To improve the prediction ability of an intelligent system, information should be decomposed into reusable parts, each of which contains a rule. We firstly propose a new criterion called Matchability suitable for the decomposition of real world information, and then propose a decomposition method. We developed a search algorithm for decomposition. Simulation demonstrates that the algorithm can decompose mixed situations. This technology is effective for pre-processing of data analysis and pattern recognition.
Keywords: Self-organization, Data analyses
We propose information segmentation technology for advanced prediction and criterion for this purpose.
Memory based reasoning (MeBR) is shown by a broken line of the center of Fig. 1. MeBR, which directly uses empirical data, can only use neighboring events for prediction.
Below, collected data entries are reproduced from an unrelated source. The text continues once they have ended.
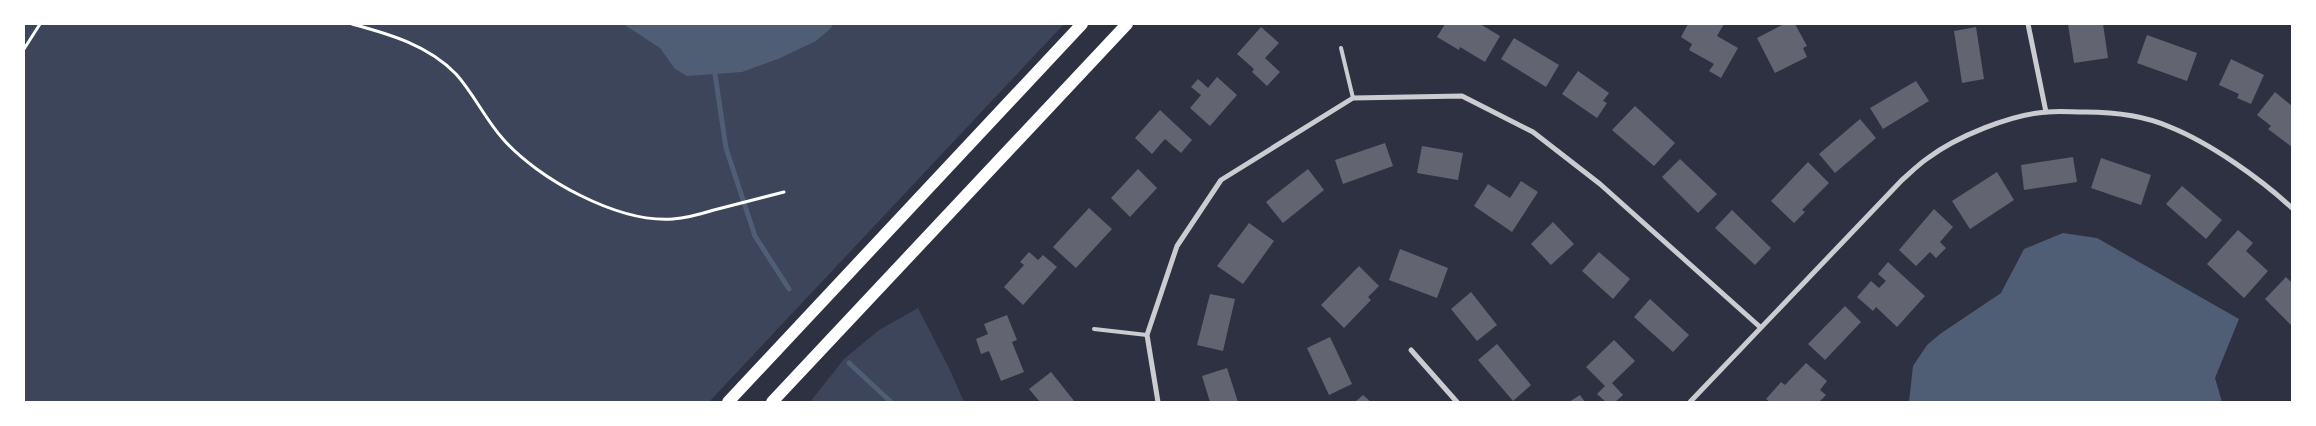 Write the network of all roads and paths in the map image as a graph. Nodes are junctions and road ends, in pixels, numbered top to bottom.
1 (40, 24) edge
2 (352, 24) edge
3 (1082, 24) edge
4 (1127, 24) edge
5 (2028, 24) edge
6 (1341, 48) dead end
7 (24, 49) edge
8 (1353, 98) junction
9 (2046, 112) junction
10 (784, 192) dead end
11 (2292, 208) edge
12 (1760, 327) junction
13 (1094, 329) dead end
14 (1147, 335) junction
15 (1411, 350) dead end
16 (728, 402) edge
17 (772, 402) edge
18 (1158, 402) edge
19 (1456, 402) edge
20 (1690, 402) edge

1 - 7 path
2 - 10 path
3 - 16 main road
4 - 17 main road
5 - 9 street
6 - 8 lane
8 - 12 street
8 - 14 street
9 - 11 street
9 - 12 street
12 - 20 street
13 - 14 lane
14 - 18 street
15 - 19 street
The prediction power is low in that MeBR cannot predict if any neighboring events are non-existing. To carry out prediction from a small empirical data, the utilization of a distant event becomes a key technology.
The lower broken line in Fig. 1 shows the prediction by typical model based reasoning (MoBR). All events are utilized indirectly, because prediction is executed through a model that accumulates the influence of all events.
The upper side of Fig. 1 shows our prediction approach. The border-less empirical data is scraped into highly reusable small parts. A system makes a prediction by building up these parts. The prediction system can handle unknown input by combining partial empirical data, and thus has generalization capability. The proposed situation decomposition method that decomposes empirical data is an element technology for a scrap and build prediction approach. Our approach is more modest than MoBR, because far events exert influence on the prediction value in MoBR but only provide a decomposition cue in our approach.
Figure 1. Approaches for prediction
From the viewpoint of learning, reinforcement learning is not fit for situation decomposition, because the credit assignment problem becomes prominent; we therefore adopt a self-organization method. Thereupon, matchability criterion as a general inside evaluation standard for the self-organization method is proposed.
We call the technology that decomposes the data situation decomposition. Information that an intelligent system takes in from the real world is events (feature vectors) which lined up toward time and each element of an event is pattern information without the semantics. We call an event set that a system handles a whole situation.
There are many (1) feature selecting technologies and (2) event selecting technologies in the field of pattern recognition. However, the situation decomposition proposed in this manuscript differs from many technologies in the point that (3) both event and feature are selected simultaneously. Situation decomposition method extracts matchable situations as shown in Fig. 2. The matchable situations correspond to local maximums of matchability criterion that are mentioned later.
Fig.2 Situation decomposition extracts some matchable situations.
The proposed situation decomposition method extracts rule-containing partial situations. On the other hand, there are many technologies that extract a rule itself. The BACON algorithm  is the pioneer work of discovering rules between features. Recently, research has been advancing on extracting rules from large-scale databases through data mining . Approximate functional dependency technique is similar in the point of simultaneously selecting features and events .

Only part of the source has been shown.